*WHAT IS REQUIRED*
Please give the listing again in its entirety, exactly as written.

*SOURCE DATA*
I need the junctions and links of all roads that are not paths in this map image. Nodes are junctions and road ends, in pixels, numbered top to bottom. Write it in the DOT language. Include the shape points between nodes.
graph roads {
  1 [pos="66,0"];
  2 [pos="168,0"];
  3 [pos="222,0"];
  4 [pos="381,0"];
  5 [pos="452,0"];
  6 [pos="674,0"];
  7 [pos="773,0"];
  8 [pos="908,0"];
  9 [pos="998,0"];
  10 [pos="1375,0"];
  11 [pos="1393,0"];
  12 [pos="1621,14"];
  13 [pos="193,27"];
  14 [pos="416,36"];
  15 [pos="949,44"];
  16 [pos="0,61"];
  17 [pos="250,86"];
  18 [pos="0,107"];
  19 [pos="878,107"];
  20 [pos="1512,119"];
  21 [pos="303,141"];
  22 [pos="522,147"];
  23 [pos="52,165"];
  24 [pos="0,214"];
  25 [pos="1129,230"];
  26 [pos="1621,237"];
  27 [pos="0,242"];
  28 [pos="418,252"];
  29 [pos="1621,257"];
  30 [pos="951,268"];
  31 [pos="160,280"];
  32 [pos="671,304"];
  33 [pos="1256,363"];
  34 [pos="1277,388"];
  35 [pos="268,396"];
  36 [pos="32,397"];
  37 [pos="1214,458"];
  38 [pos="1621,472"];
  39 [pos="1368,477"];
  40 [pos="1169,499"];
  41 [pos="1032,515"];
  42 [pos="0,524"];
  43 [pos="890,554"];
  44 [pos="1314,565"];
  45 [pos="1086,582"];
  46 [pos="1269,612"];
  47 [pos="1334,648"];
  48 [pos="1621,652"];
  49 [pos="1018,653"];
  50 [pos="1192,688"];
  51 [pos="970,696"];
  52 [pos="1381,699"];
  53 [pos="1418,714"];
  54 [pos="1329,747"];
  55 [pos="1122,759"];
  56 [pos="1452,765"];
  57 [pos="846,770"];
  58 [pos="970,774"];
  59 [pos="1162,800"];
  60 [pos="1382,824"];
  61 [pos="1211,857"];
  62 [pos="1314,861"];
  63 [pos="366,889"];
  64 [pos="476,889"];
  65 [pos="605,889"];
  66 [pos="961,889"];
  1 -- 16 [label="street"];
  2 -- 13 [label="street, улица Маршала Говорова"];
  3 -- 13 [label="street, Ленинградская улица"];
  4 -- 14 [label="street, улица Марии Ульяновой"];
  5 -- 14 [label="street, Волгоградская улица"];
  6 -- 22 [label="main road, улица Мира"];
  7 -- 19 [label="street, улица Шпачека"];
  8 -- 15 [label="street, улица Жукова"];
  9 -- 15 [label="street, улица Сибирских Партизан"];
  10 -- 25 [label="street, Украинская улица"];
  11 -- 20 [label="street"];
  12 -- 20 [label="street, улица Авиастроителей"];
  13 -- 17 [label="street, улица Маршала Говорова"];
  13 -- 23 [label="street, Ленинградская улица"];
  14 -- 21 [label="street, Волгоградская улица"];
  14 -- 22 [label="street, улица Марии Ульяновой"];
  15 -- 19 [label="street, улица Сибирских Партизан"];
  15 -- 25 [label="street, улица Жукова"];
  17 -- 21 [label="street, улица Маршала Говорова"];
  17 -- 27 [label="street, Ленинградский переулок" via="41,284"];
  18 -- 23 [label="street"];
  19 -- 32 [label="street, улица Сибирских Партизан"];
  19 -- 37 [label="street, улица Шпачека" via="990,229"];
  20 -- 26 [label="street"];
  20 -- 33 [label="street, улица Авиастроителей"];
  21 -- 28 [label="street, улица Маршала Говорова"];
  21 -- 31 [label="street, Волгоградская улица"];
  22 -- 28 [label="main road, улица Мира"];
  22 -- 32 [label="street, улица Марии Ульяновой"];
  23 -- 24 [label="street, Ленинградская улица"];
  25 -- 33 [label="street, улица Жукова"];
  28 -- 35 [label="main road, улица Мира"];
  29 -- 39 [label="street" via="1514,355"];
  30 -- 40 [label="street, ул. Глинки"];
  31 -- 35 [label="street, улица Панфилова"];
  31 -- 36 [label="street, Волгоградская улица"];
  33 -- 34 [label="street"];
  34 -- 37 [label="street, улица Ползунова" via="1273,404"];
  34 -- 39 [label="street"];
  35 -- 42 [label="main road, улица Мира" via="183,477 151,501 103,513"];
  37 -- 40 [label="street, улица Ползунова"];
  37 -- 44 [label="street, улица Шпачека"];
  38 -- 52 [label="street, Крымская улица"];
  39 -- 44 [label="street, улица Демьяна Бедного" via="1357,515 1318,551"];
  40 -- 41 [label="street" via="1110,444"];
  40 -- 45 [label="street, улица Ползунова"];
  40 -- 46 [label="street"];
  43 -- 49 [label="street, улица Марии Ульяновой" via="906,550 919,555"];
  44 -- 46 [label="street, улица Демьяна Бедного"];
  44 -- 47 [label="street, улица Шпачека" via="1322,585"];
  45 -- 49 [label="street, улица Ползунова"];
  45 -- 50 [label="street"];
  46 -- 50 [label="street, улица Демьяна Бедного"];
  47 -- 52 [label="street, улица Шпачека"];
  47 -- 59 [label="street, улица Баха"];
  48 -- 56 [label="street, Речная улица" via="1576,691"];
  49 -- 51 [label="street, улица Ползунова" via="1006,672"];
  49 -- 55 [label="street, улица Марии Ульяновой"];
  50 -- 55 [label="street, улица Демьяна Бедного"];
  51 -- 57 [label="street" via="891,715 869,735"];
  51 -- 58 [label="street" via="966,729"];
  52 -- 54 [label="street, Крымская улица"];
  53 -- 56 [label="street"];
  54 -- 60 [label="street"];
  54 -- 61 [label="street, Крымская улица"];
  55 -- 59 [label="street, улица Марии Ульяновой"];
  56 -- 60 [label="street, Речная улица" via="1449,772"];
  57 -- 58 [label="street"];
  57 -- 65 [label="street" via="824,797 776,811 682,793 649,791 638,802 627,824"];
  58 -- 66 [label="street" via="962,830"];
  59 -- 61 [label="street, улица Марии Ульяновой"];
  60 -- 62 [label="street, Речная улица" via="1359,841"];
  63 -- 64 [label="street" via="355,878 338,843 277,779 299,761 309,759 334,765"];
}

*ANSWER*
I need the junctions and links of all roads that are not paths in this map image. Nodes are junctions and road ends, in pixels, numbered top to bottom. Write it in the DOT language. Include the shape points between nodes.
graph roads {
  1 [pos="66,0"];
  2 [pos="168,0"];
  3 [pos="222,0"];
  4 [pos="381,0"];
  5 [pos="452,0"];
  6 [pos="674,0"];
  7 [pos="773,0"];
  8 [pos="908,0"];
  9 [pos="998,0"];
  10 [pos="1375,0"];
  11 [pos="1393,0"];
  12 [pos="1621,14"];
  13 [pos="193,27"];
  14 [pos="416,36"];
  15 [pos="949,44"];
  16 [pos="0,61"];
  17 [pos="250,86"];
  18 [pos="0,107"];
  19 [pos="878,107"];
  20 [pos="1512,119"];
  21 [pos="303,141"];
  22 [pos="522,147"];
  23 [pos="52,165"];
  24 [pos="0,214"];
  25 [pos="1129,230"];
  26 [pos="1621,237"];
  27 [pos="0,242"];
  28 [pos="418,252"];
  29 [pos="1621,257"];
  30 [pos="951,268"];
  31 [pos="160,280"];
  32 [pos="671,304"];
  33 [pos="1256,363"];
  34 [pos="1277,388"];
  35 [pos="268,396"];
  36 [pos="32,397"];
  37 [pos="1214,458"];
  38 [pos="1621,472"];
  39 [pos="1368,477"];
  40 [pos="1169,499"];
  41 [pos="1032,515"];
  42 [pos="0,524"];
  43 [pos="890,554"];
  44 [pos="1314,565"];
  45 [pos="1086,582"];
  46 [pos="1269,612"];
  47 [pos="1334,648"];
  48 [pos="1621,652"];
  49 [pos="1018,653"];
  50 [pos="1192,688"];
  51 [pos="970,696"];
  52 [pos="1381,699"];
  53 [pos="1418,714"];
  54 [pos="1329,747"];
  55 [pos="1122,759"];
  56 [pos="1452,765"];
  57 [pos="846,770"];
  58 [pos="970,774"];
  59 [pos="1162,800"];
  60 [pos="1382,824"];
  61 [pos="1211,857"];
  62 [pos="1314,861"];
  63 [pos="366,889"];
  64 [pos="476,889"];
  65 [pos="605,889"];
  66 [pos="961,889"];
  1 -- 16 [label="street"];
  2 -- 13 [label="street, улица Маршала Говорова"];
  3 -- 13 [label="street, Ленинградская улица"];
  4 -- 14 [label="street, улица Марии Ульяновой"];
  5 -- 14 [label="street, Волгоградская улица"];
  6 -- 22 [label="main road, улица Мира"];
  7 -- 19 [label="street, улица Шпачека"];
  8 -- 15 [label="street, улица Жукова"];
  9 -- 15 [label="street, улица Сибирских Партизан"];
  10 -- 25 [label="street, Украинская улица"];
  11 -- 20 [label="street"];
  12 -- 20 [label="street, улица Авиастроителей"];
  13 -- 17 [label="street, улица Маршала Говорова"];
  13 -- 23 [label="street, Ленинградская улица"];
  14 -- 21 [label="street, Волгоградская улица"];
  14 -- 22 [label="street, улица Марии Ульяновой"];
  15 -- 19 [label="street, улица Сибирских Партизан"];
  15 -- 25 [label="street, улица Жукова"];
  17 -- 21 [label="street, улица Маршала Говорова"];
  17 -- 27 [label="street, Ленинградский переулок" via="41,284"];
  18 -- 23 [label="street"];
  19 -- 32 [label="street, улица Сибирских Партизан"];
  19 -- 37 [label="street, улица Шпачека" via="990,229"];
  20 -- 26 [label="street"];
  20 -- 33 [label="street, улица Авиастроителей"];
  21 -- 28 [label="street, улица Маршала Говорова"];
  21 -- 31 [label="street, Волгоградская улица"];
  22 -- 28 [label="main road, улица Мира"];
  22 -- 32 [label="street, улица Марии Ульяновой"];
  23 -- 24 [label="street, Ленинградская улица"];
  25 -- 33 [label="street, улица Жукова"];
  28 -- 35 [label="main road, улица Мира"];
  29 -- 39 [label="street" via="1514,355"];
  30 -- 40 [label="street, ул. Глинки"];
  31 -- 35 [label="street, улица Панфилова"];
  31 -- 36 [label="street, Волгоградская улица"];
  33 -- 34 [label="street"];
  34 -- 37 [label="street, улица Ползунова" via="1273,404"];
  34 -- 39 [label="street"];
  35 -- 42 [label="main road, улица Мира" via="183,477 151,501 103,513"];
  37 -- 40 [label="street, улица Ползунова"];
  37 -- 44 [label="street, улица Шпачека"];
  38 -- 52 [label="street, Крымская улица"];
  39 -- 44 [label="street, улица Демьяна Бедного" via="1357,515 1318,551"];
  40 -- 41 [label="street" via="1110,444"];
  40 -- 45 [label="street, улица Ползунова"];
  40 -- 46 [label="street"];
  43 -- 49 [label="street, улица Марии Ульяновой" via="906,550 919,555"];
  44 -- 46 [label="street, улица Демьяна Бедного"];
  44 -- 47 [label="street, улица Шпачека" via="1322,585"];
  45 -- 49 [label="street, улица Ползунова"];
  45 -- 50 [label="street"];
  46 -- 50 [label="street, улица Демьяна Бедного"];
  47 -- 52 [label="street, улица Шпачека"];
  47 -- 59 [label="street, улица Баха"];
  48 -- 56 [label="street, Речная улица" via="1576,691"];
  49 -- 51 [label="street, улица Ползунова" via="1006,672"];
  49 -- 55 [label="street, улица Марии Ульяновой"];
  50 -- 55 [label="street, улица Демьяна Бедного"];
  51 -- 57 [label="street" via="891,715 869,735"];
  51 -- 58 [label="street" via="966,729"];
  52 -- 54 [label="street, Крымская улица"];
  53 -- 56 [label="street"];
  54 -- 60 [label="street"];
  54 -- 61 [label="street, Крымская улица"];
  55 -- 59 [label="street, улица Марии Ульяновой"];
  56 -- 60 [label="street, Речная улица" via="1449,772"];
  57 -- 58 [label="street"];
  57 -- 65 [label="street" via="824,797 776,811 682,793 649,791 638,802 627,824"];
  58 -- 66 [label="street" via="962,830"];
  59 -- 61 [label="street, улица Марии Ульяновой"];
  60 -- 62 [label="street, Речная улица" via="1359,841"];
  63 -- 64 [label="street" via="355,878 338,843 277,779 299,761 309,759 334,765"];
}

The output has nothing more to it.